Data science has a special place in information technology: it includes aspects of both software development and scientific research at the same time. As a discipline, data science covers a broad range of areas: data engineering, data analysis, machine learning, visualization, and many more.

To cover all these different areas, the software industry has many technologies and tools for data science. These include frameworks, specific IDEs (called notebooks), plotting tools, and programming languages designed specifically for data analysis and mathematical research.

General-purpose languages can also be applied to data science, Kotlin is already being adopted to data science. Here we’ll introduce you to some things that are useful to know about when using Kotlin for data science.

Tools

Modern software developers very rarely write their code in plain text editors and run it from the command line anymore. Instead, they tend to use integrated development environments (IDE) that can handle all the development tasks in a single tool. Data scientists have similar tools called notebooks. Notebooks let users conduct research and store it in a single environment. In a notebook, you can write narrative text next to a code block, execute the code block, and see the results in any format that you need: output text, tables, data visualization, and so on.

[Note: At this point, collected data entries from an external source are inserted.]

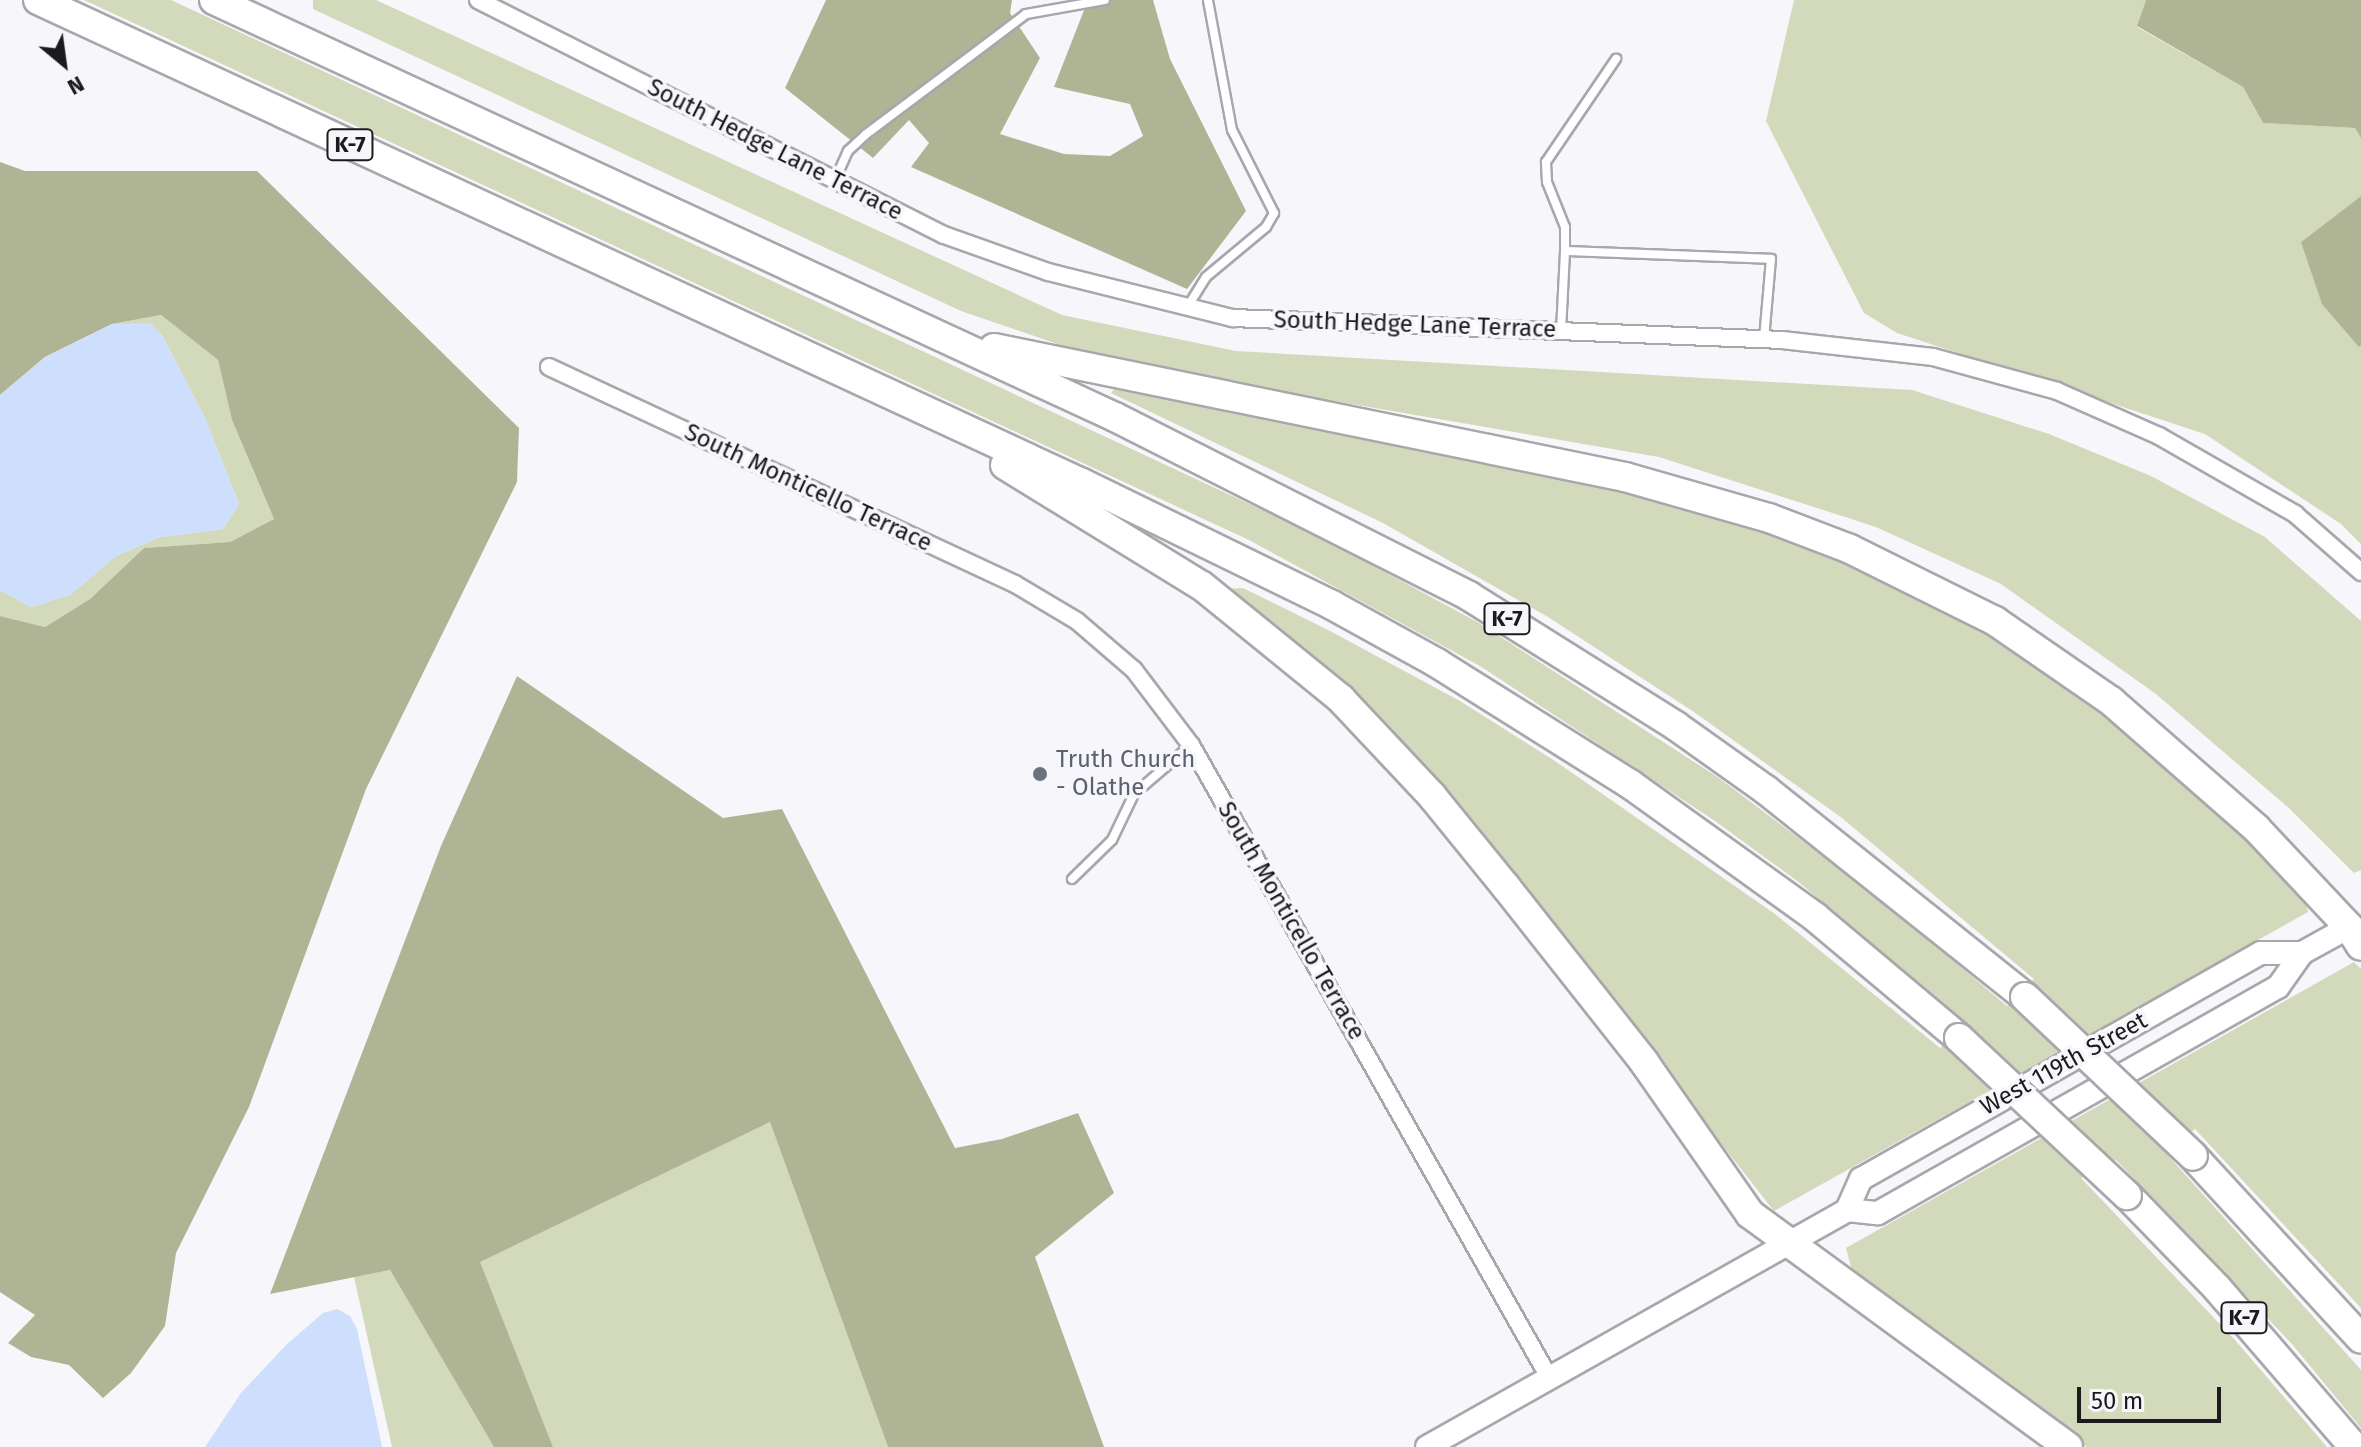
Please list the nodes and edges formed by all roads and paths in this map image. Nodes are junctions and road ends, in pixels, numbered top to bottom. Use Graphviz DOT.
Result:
graph roads {
  1 [pos="38,0"];
  2 [pos="214,0"];
  3 [pos="478,0"];
  4 [pos="1105,0"];
  5 [pos="1208,0"];
  6 [pos="1616,59"];
  7 [pos="835,180"];
  8 [pos="1565,251"];
  9 [pos="1188,306"];
  10 [pos="1561,331"];
  11 [pos="932,333"];
  12 [pos="1764,339"];
  13 [pos="549,367"];
  14 [pos="899,400"];
  15 [pos="2361,572"];
  16 [pos="1191,745"];
  17 [pos="1072,879"];
  18 [pos="2355,936"];
  19 [pos="2302,953"];
  20 [pos="1847,1210"];
  21 [pos="1790,1242"];
  22 [pos="2361,1339"];
  23 [pos="1550,1379"];
  24 [pos="1427,1447"];
  25 [pos="2068,1447"];
  26 [pos="2354,1447"];
  1 -- 14 [label="highway, K-7"];
  2 -- 11 [label="highway, K-7"];
  3 -- 7 [label="street, South Hedge Lane Terrace"];
  4 -- 7 [label="lane"];
  5 -- 9 [label="lane"];
  6 -- 8 [label="lane"];
  7 -- 9 [label="street, South Hedge Lane Terrace"];
  8 -- 10 [label="lane"];
  8 -- 12 [label="lane"];
  9 -- 10 [label="street, South Hedge Lane Terrace"];
  10 -- 12 [label="street, South Hedge Lane Terrace"];
  11 -- 18 [label="highway"];
  11 -- 22 [label="highway, K-7, bridge"];
  12 -- 15 [label="street, South Hedge Lane Terrace"];
  13 -- 16 [label="street, South Monticello Terrace"];
  14 -- 21 [label="highway"];
  14 -- 26 [label="highway, K-7, bridge"];
  16 -- 17 [label="lane"];
  16 -- 23 [label="street, South Monticello Terrace"];
  18 -- 19 [label="main road, West 119th Street"];
  19 -- 20 [label="main road, West 119th Street"];
  19 -- 20 [label="main road, West 119th Street"];
  20 -- 21 [label="main road, West 119th Street"];
  21 -- 23 [label="main road, West 119th Street"];
  21 -- 25 [label="highway"];
  23 -- 24 [label="main road, West 119th Street"];
}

Kotlin provides integration with two popular notebooks: Jupyter and Apache Zeppelin, which both allow you to write and run Kotlin code blocks.

Jupyter kernel

The open-source project Jupyter offers the well-known web-based development environment Jupyter Notebook. For code execution, Jupyter uses the concept of kernels - components that run separately and execute the code upon request, for example, when you click Run in a notebook.

There is a kernel that the Jupyter team maintains themselves - IPython for running the Python code. However, there are other community-maintained kernels for different languages. Among them is the Kotlin kernel for Jupyter notebooks. With this kernel, you can write and run Kotlin code in Jupyter notebooks and use third-party data science frameworks written in Java and Kotlin.

Setting up the Kotlin kernel

The Kotlin kernel requires Java 8 to be installed.

To install the kernel, use Conda:

conda install kotlin-jupyter-kernel -c jetbrains

There are also other installation options. For example, you may use pip package manager or install a non-stable version of the kernel. Get more info about installation process here.

Once the kernel is installed, feel free to run the Jupyter notebook and switch to the Kotlin kernel. And that’s all there is to it, you can then write and run Kotlin in your notebook!

Kotlin in Jupyter notebook

You can find more information about the Kotlin kernel for Jupyter here.

Zeppelin interpreter

Apache Zeppelin is a popular web-based solution for interactive data analytics. Zeppelin provides strong support for the Apache Spark cluster computing system, which is particularly useful for data engineering. Spark provides a high-level API in multiple languages.

The language support in Zeppelin is provided by interpreters - plugins that enable users to use a specific language or data-processing-backend. There are numerous community-maintained interpreters for different programming languages. The one we offer you is the Kotlin interpreter for Apache Zeppelin that adds the Kotlin support.

Setting up Zeppelin with Kotlin interpreter

Currently, the latest release of Zeppelin (0.8.2) doesn’t come with bundled Kotlin interpreter. But anyway, it’s available in the master branch of Zeppelin. So, to add Kotlin support to Zeppelin, you need to build your own version from the sources.

To build a custom version of Zeppelin, you will need:

First, checkout the master branch from the Zeppelin repository:

git clone --depth=1 git@github.com:apache/zeppelin.git

or

git clone --depth=1 https://github.com/apache/zeppelin.git

To build Zeppelin with Maven, go to the Zeppelin directory and run the following command:

mvn clean package -DskipTests -Pspark-2.4 -Pscala-2.11

Then run Zeppelin with the following command:

./bin/zeppelin-daemon.sh start

Now the Zeppelin UI is available on http://localhost:8089.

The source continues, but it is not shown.